When electoral bonds were ushered in by the Finance Act, 2017, Finance Minister Arun Jaitely waxed eloquent over clean money bankrolling the funding needs of political parties. They are made available at the designated points of time in a year —January, April, July and October — as well as a few months in the run up to the general elections — this time around in the months of March, April and May 2019 i.e., in three tranches.
State Bank of India (SBI) has been mandated with this role. It issues electoral bonds, a bearer instrument, in the form of a promissory note in the denominations of Rs 1,000, Rs 10,000, Rs 1 lakh, Rs 10 lakh and Rs 1 crore. That almost all bonds sold thus far have been of Rs 10 lakh and Rs 1 crore denominations has been cited by petitioners challenging the scheme before the Supreme Court as proof of the scheme being hijacked by corporates and thus making the government dance to their tunes. Be that as it may.
Within 15 days of their purchase through payment vide cheque or digital payment, they have to be donated to the designated account of political parties (only those which have secured at least 1 percent of the vote in Lok Sabha or state Assembly elections held recently and they have to choose one KYC-compliant bank account of theirs for this purpose) of the choice of the buyer. Indian citizens and companies incorporated in India are alone entitled to buy them.
A lot is set store by the KYC-compliant bank accounts. Yet experience shows that Know Your Customer (KYC) compliance alone does not exorcise the ghost of black money forming the bedrock of bank accounts. The government itself should know given the fact that it has frozen the bank accounts of as many as 2 lakh shell companies.
The Election Commission (EC) is entirely justified in its objections before the Supreme Court that lack of disclosure of donors by the political parties (thanks to amendment to Section 29C of the Representation of People Act, 1951) and donees by the donors in their annual accounts could be the undoing of these bonds.
The EC opposed the amendments made to various key statutes through the two consecutive Finance Acts of 2016 and 2017.
The poll panel in its affidavit before the apex court said these amendments would bring black money for political funding through shell companies and allow “unchecked foreign funding of political parties in India which could lead to Indian politics being influenced by foreign companies.”
Association for Democratic Reforms (ADR) had recently filed an application in the top court seeking stay on the Electoral Bond Scheme, 2018 which was notified by the Centre in January last year.
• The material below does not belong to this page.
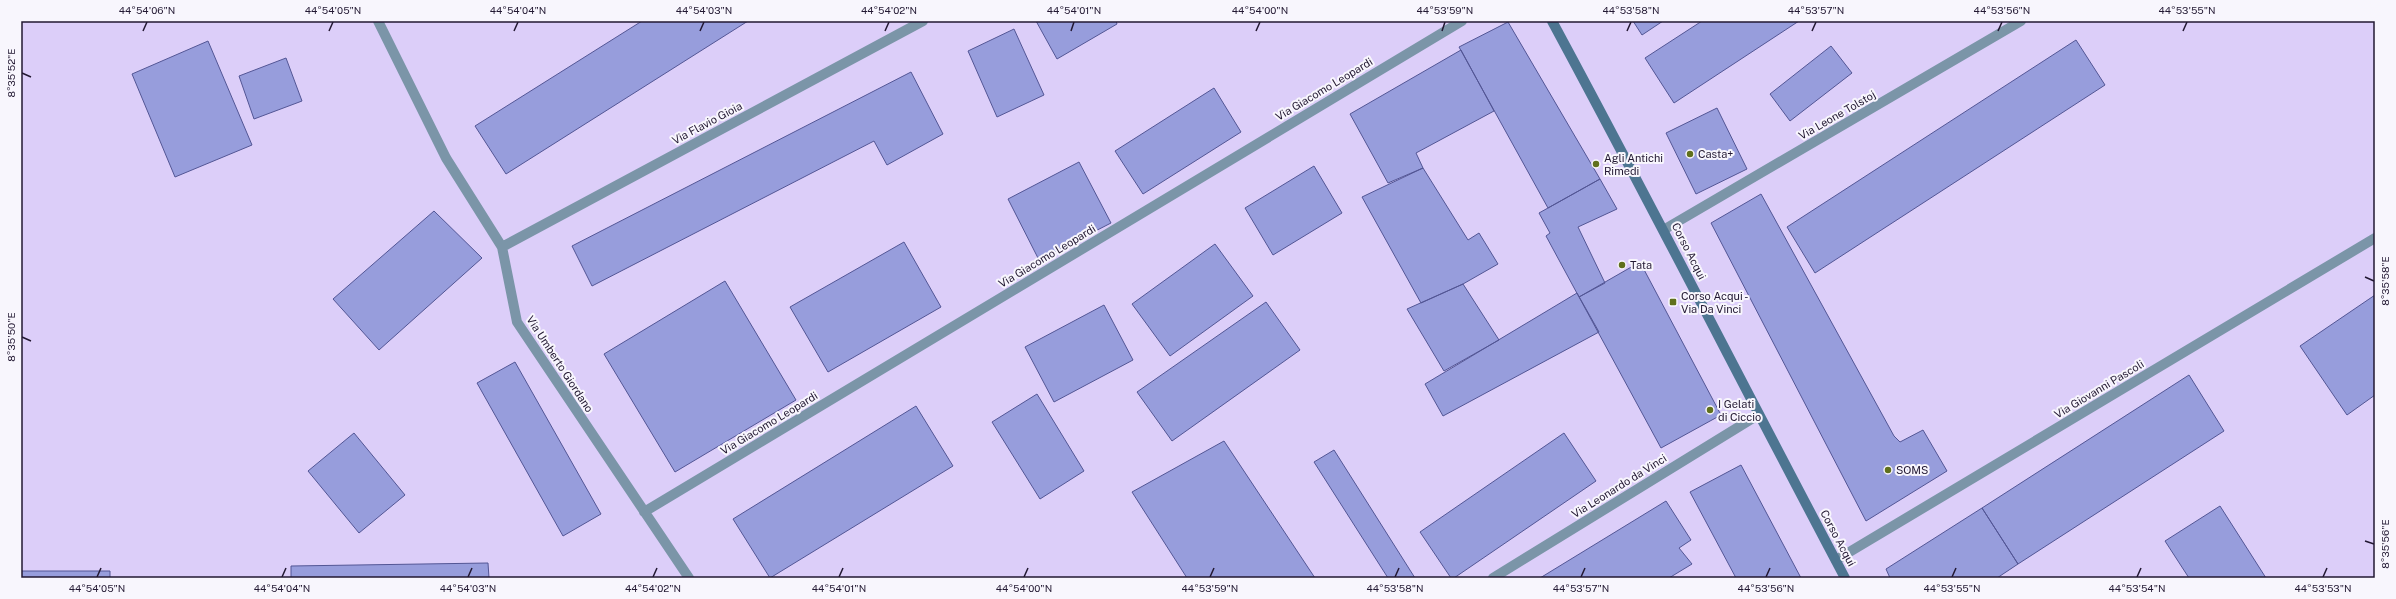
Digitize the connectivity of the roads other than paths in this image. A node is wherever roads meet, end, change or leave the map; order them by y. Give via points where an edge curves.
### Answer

The Supreme Court on Tuesday said it would hear on 2 April the petitions.
After all, government companies and foreign companies are barred from making political contributions in India. The EC rightly wonders how it would verify that the donations have not come from these two in the absence of mandatory disclosure of donors. How can the EC discharge its duties with its hands tied behind its back?
The United Progressive Alliance (UPA) II opened the floodgates of foreign donations by saying that foreign firms holding majority stakes in Indian companies can make political donations. Furthermore, the cap of 7.5 percent of profits as the upper limit for political donations under the Companies Act, 2013 does not apply to electoral bonds.
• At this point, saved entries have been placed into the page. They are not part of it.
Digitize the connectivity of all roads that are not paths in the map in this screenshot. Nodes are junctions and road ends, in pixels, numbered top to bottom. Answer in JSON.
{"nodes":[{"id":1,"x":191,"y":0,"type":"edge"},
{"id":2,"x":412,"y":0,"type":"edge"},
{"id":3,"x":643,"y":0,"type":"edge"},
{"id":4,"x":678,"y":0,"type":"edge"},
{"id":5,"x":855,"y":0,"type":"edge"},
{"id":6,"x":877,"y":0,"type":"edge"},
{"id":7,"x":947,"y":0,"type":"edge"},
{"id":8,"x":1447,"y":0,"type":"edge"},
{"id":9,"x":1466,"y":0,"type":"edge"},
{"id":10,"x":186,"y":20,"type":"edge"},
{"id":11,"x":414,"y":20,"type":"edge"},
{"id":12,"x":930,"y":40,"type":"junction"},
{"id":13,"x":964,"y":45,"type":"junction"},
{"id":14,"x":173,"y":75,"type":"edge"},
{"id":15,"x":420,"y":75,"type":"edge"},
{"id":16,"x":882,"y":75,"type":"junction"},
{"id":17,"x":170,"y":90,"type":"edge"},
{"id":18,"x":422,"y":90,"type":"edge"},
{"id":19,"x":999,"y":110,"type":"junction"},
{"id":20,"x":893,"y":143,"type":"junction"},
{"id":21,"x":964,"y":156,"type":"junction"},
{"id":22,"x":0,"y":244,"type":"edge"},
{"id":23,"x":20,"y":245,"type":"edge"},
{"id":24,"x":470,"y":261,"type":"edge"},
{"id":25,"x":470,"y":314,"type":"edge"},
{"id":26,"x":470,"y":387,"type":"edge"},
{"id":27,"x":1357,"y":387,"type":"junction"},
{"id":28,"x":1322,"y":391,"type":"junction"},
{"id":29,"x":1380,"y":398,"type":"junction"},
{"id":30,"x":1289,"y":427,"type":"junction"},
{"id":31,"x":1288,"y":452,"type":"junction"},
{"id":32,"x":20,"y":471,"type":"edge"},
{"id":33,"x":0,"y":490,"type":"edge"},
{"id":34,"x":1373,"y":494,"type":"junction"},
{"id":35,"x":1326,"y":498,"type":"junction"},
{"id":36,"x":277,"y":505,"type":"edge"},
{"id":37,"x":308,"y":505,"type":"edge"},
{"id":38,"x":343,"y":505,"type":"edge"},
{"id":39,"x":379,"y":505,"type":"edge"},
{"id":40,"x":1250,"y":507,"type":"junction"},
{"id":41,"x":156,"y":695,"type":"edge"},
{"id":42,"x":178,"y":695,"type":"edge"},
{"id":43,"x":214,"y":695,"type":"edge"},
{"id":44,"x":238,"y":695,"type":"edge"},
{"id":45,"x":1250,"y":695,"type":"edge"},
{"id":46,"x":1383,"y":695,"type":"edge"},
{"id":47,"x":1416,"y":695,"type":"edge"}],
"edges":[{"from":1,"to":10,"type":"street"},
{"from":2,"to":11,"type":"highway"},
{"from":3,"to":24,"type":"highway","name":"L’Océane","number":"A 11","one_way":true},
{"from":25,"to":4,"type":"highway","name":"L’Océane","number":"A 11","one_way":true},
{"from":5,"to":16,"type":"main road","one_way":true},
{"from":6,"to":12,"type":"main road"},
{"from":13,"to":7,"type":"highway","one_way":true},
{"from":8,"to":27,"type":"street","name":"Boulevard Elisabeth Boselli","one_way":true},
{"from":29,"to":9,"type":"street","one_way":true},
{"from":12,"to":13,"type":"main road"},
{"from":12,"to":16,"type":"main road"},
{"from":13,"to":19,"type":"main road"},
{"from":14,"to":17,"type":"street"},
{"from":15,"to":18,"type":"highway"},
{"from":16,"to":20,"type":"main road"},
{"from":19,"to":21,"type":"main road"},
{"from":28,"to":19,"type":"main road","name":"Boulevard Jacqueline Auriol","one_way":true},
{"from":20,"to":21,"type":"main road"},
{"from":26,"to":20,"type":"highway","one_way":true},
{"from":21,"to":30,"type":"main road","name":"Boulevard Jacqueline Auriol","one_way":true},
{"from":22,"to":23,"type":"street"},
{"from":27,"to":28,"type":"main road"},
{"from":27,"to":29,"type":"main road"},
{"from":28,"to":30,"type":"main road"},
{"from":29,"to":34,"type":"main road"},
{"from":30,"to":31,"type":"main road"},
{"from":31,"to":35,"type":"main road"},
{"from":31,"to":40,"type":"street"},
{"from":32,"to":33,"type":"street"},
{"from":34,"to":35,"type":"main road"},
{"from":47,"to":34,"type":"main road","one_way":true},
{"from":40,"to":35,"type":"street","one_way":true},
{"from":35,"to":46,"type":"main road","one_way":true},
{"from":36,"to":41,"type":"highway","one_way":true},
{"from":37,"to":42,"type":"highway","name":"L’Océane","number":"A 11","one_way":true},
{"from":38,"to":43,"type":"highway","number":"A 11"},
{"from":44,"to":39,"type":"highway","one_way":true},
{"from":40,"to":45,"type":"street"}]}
In the event, even loss-making and shell companies can make political donations. The latter thus comes as handmaiden for political parties to help launder black money of the donors through shell companies.
The bottom line is electoral bonds would be cloaked in secrecy, with only the SBI knowing who the donors are. It remains a moot question if it would open itself to scrutiny by the tax sleuths in case it suspects that the donors, mainly shell companies, were laundering their black money in cahoots with political parties.
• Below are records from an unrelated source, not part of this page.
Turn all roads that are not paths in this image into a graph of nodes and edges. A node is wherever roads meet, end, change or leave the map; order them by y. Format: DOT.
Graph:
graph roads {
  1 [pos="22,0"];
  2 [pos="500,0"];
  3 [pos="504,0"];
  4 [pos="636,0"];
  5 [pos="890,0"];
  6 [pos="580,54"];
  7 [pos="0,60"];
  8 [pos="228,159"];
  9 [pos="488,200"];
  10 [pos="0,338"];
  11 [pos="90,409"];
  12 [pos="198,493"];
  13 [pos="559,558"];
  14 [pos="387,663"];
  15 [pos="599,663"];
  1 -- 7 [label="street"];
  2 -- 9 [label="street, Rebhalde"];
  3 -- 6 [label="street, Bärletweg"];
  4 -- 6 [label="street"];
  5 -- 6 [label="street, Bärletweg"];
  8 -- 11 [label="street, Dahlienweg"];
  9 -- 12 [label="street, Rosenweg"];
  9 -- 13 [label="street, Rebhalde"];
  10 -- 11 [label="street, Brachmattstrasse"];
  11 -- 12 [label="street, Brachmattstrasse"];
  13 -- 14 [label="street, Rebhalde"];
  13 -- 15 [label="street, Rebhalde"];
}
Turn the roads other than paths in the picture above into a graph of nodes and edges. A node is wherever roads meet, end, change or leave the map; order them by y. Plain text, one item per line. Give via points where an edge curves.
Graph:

Either the SBI must be mandated to share all the details of the bond purchasers with the Income-Tax Department or the retrograde amendment to the Representation of People Act, 1951 providing cloak of secrecy to purchasers of electoral bonds must be reversed. The latter would be advisedly better.
Electoral bonds scheme, which came into effect in January 2018, had clocked in over Rs 600 crore political funding by October 2018.
The ruling Bharatiya Janata Party (BJP) has been the biggest beneficiary of the scheme it launched earlier this year in a bid to infuse ‘clean money’ into political funding. Of the electoral bonds worth Rs 222 crore that were purchased in March 2018, Rs 210 crore went to the BJP. This is one of the main charges of ADR which has gone to the Supreme Court challenging the electoral bonds.
(The writer is a senior columnist and tweets @smurlidharan)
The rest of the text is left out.